IFC backs private equity funds in India that are facing rough weather

Nupur Garg
Nupur Garg faces a daunting task. As the head of the International Finance Corporation’s PE funds business in India, she leads a team that invests roughly $100 million every year in new private equity (PE) funds and also tracks the $700 million IFC has invested in 34 funds in India since 2006.


IFC had backed many first-time fund managers between 2006 and 2010, seeding two-thirds of the funds in the small-to-mid-market (less than $250 million each). A lot of capital flowed in during 2007-08. The industry took off and at its peak, there were over 200 fund managers.
The problem is that most of these funds have under-performed: they have returned less than a fourth of this money, yielding single-digit returns for the portfolio. PE funds from 2006-07 have struggled to make exits as they invested at peak valuations before the 2008 meltdown and the rupee depreciated from Rs 37 to a dollar to Rs 67 to a dollar. 

The period between 2000 and 2006 was considered the golden vintage for private equity in India. IFC actively engaged in India since 2005. “All LPs have made mistakes,” concedes Garg. They backed many first-time fund managers — investment bankers, CFOs — who did not bring in enough private equity experience and should not have raised funds. 

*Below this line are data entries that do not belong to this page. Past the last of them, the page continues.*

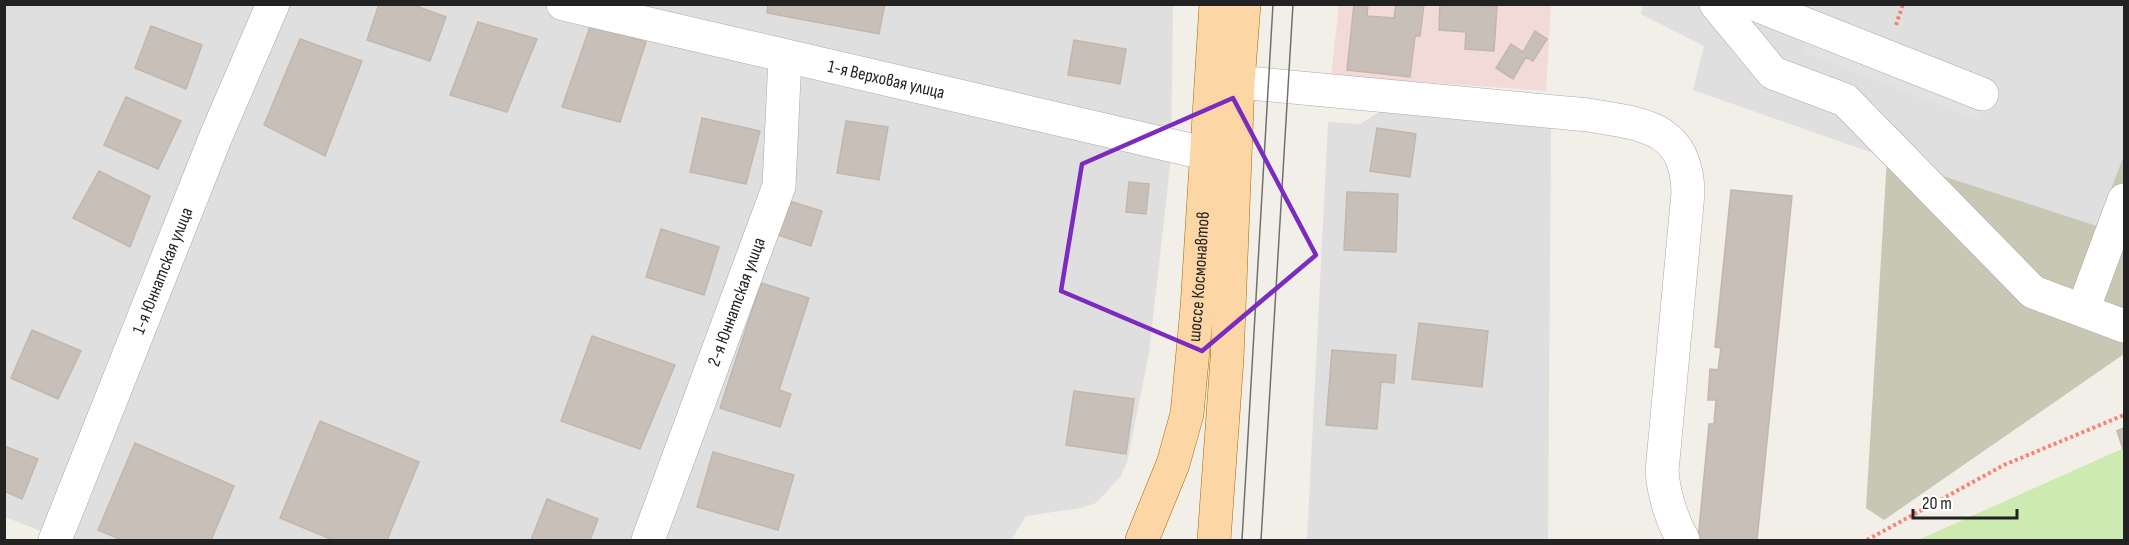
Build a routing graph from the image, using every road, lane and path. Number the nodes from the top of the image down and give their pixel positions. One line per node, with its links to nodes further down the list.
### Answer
1 (273, 4): 15 (street, 1-я Юннатская улица)
2 (562, 4): 7 (street, 1-я Верховая улица)
3 (1216, 4): 10 (main road, шоссе Космонавтов)
4 (1244, 4): 8 (main road, шоссе Космонавтов)
5 (1716, 4): 12 (street)
6 (1754, 4): 9 (street)
7 (785, 57): 10 (street, 1-я Верховая улица); 16 (street, 2-я Юннатская улица)
8 (1238, 82): 18 (main road, шоссе Космонавтов); 19 (street)
9 (1982, 94)
10 (1208, 153): 17 (main road, шоссе Космонавтов)
11 (2124, 200): 12 (street)
12 (2083, 310): 13 (street)
13 (2124, 326)
14 (2124, 415): 20 (path)
15 (56, 540)
16 (648, 540)
17 (1142, 540)
18 (1214, 540)
19 (1683, 540)
20 (1867, 540)

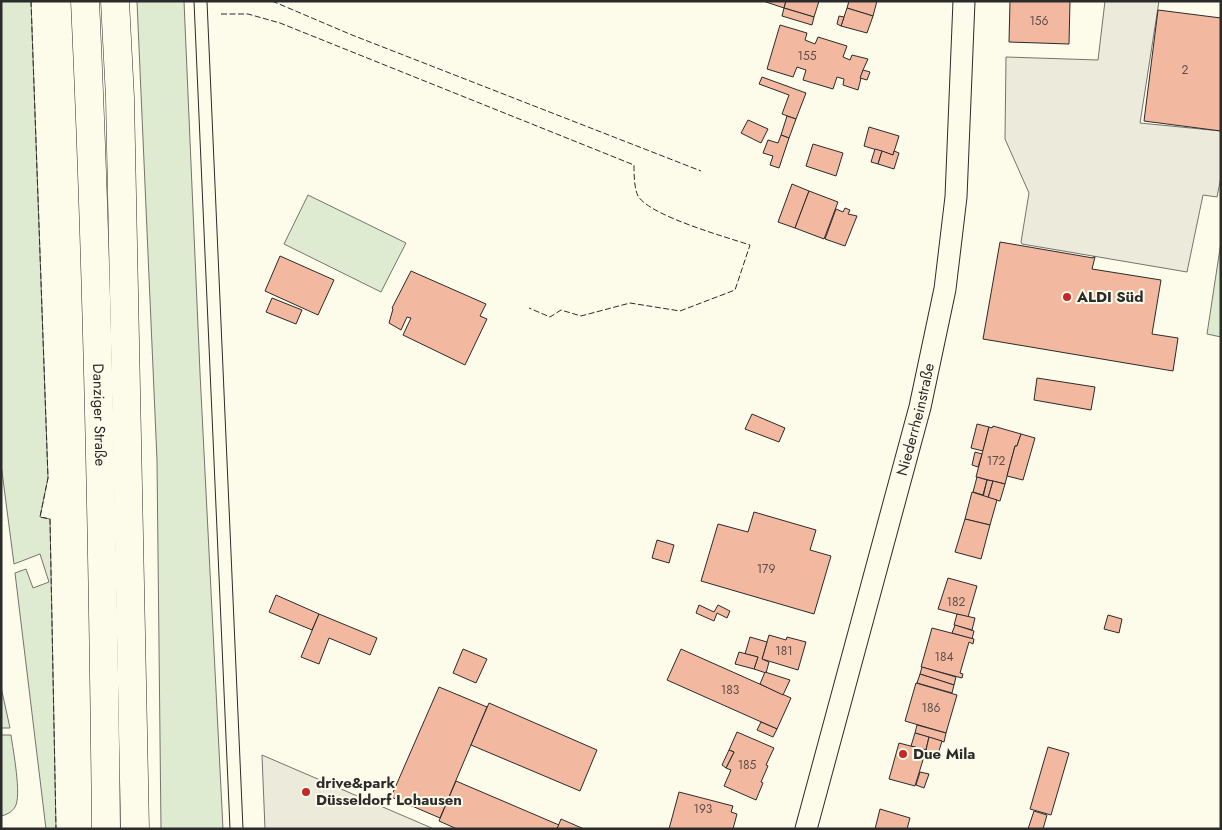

‘‘Indian PEs have not made money for anybody. Only two funds from that vintage made a carry (made a profit after beating the hurdle rate of 8 per cent) and another two or three funds could get there,” said another fund manager with a PE fund, who did not want to be identified. Some of the funds IFC had invested in closed with lower than target fund size — sub-scale funds generally find it difficult to attract and retain the right talent. There are seven to eight such funds in IFC’s portfolio. ‘‘Only a couple of them are challenged, who have not been able to keep their teams together,” says Garg. 

Some are struggling with their performance, but have held onto their teams and are working on exits, says Garg. IFC invests directly in firms as well as in private equity funds. It has invested roughly a tenth of its $7 billion in India in PE funds. And despite its mixed experience, it continues to invest in new funds as it feels it has a role to play. “IFC has the ability to be contra-cyclical. This is a challenging time for Indian private equity. There is a strong contraction in fundraising,” says Garg. India-focused PE funds had raised $7.7 billion in 2007. In 2016, they raised $3.2 billion, including $1.8 billion raised by early-stage funds. 

The remaining $1.4 billion was spread across real estate funds, distressed asset funds, public markets and growth private equity funds. Growth private equity funds have raised less than $1 billion, says Garg. While India has failed to deliver, markets like the US have delivered double-digit returns for PE investors. 

‘‘When we on the ground are saying we are confident, it sends a strong signal. We believe there is a gap in the supply of equity capital in India, which offers opportunity for PE funds to meet the needs of the mid-market companies,” says Garg.

‘‘We still believe in this industry and back fund managers who will deliver and contribute to sustainability,” says Garg. Of course, it has become more choosy — since 2010, it has backed fund managers who have delivered, invested in slightly larger funds, and moved away from sector funds. ‘‘Global investors will not give a third and fourth chance. It's time we get it right,” warns Garg.